— WHAT NEEDS TO BE DONE —
Identical copies of all the records below are needed.
********************
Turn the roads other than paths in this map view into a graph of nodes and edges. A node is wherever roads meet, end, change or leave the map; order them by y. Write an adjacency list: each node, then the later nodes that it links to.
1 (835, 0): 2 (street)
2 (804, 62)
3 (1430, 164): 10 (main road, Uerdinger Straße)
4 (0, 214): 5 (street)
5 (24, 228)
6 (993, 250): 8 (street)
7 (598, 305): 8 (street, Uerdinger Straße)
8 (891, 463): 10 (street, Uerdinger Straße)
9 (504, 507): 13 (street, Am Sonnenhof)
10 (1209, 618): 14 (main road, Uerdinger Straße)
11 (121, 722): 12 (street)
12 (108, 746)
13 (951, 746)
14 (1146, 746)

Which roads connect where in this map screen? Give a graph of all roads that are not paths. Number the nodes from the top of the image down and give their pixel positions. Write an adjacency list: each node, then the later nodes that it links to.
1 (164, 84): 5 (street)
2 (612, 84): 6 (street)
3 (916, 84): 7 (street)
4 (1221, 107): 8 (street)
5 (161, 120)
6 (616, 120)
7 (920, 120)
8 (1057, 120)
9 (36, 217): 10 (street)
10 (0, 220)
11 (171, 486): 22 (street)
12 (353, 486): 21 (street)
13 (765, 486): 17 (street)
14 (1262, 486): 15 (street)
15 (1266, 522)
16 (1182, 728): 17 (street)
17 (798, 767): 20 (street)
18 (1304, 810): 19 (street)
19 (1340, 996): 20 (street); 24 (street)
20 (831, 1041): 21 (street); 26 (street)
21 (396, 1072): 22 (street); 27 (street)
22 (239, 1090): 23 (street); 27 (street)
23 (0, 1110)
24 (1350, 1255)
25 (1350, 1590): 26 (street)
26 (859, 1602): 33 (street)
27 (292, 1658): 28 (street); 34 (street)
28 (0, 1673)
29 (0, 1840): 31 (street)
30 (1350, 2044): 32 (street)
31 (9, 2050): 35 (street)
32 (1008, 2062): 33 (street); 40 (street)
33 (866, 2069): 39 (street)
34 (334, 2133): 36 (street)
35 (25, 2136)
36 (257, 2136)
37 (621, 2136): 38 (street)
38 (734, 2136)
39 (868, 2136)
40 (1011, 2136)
********************
— PROBLEM SOLUTION —
Turn the roads other than paths in this map view into a graph of nodes and edges. A node is wherever roads meet, end, change or leave the map; order them by y. Write an adjacency list: each node, then the later nodes that it links to.
1 (835, 0): 2 (street)
2 (804, 62)
3 (1430, 164): 10 (main road, Uerdinger Straße)
4 (0, 214): 5 (street)
5 (24, 228)
6 (993, 250): 8 (street)
7 (598, 305): 8 (street, Uerdinger Straße)
8 (891, 463): 10 (street, Uerdinger Straße)
9 (504, 507): 13 (street, Am Sonnenhof)
10 (1209, 618): 14 (main road, Uerdinger Straße)
11 (121, 722): 12 (street)
12 (108, 746)
13 (951, 746)
14 (1146, 746)

Which roads connect where in this map screen? Give a graph of all roads that are not paths. Number the nodes from the top of the image down and give their pixel positions. Write an adjacency list: each node, then the later nodes that it links to.
1 (164, 84): 5 (street)
2 (612, 84): 6 (street)
3 (916, 84): 7 (street)
4 (1221, 107): 8 (street)
5 (161, 120)
6 (616, 120)
7 (920, 120)
8 (1057, 120)
9 (36, 217): 10 (street)
10 (0, 220)
11 (171, 486): 22 (street)
12 (353, 486): 21 (street)
13 (765, 486): 17 (street)
14 (1262, 486): 15 (street)
15 (1266, 522)
16 (1182, 728): 17 (street)
17 (798, 767): 20 (street)
18 (1304, 810): 19 (street)
19 (1340, 996): 20 (street); 24 (street)
20 (831, 1041): 21 (street); 26 (street)
21 (396, 1072): 22 (street); 27 (street)
22 (239, 1090): 23 (street); 27 (street)
23 (0, 1110)
24 (1350, 1255)
25 (1350, 1590): 26 (street)
26 (859, 1602): 33 (street)
27 (292, 1658): 28 (street); 34 (street)
28 (0, 1673)
29 (0, 1840): 31 (street)
30 (1350, 2044): 32 (street)
31 (9, 2050): 35 (street)
32 (1008, 2062): 33 (street); 40 (street)
33 (866, 2069): 39 (street)
34 (334, 2133): 36 (street)
35 (25, 2136)
36 (257, 2136)
37 (621, 2136): 38 (street)
38 (734, 2136)
39 (868, 2136)
40 (1011, 2136)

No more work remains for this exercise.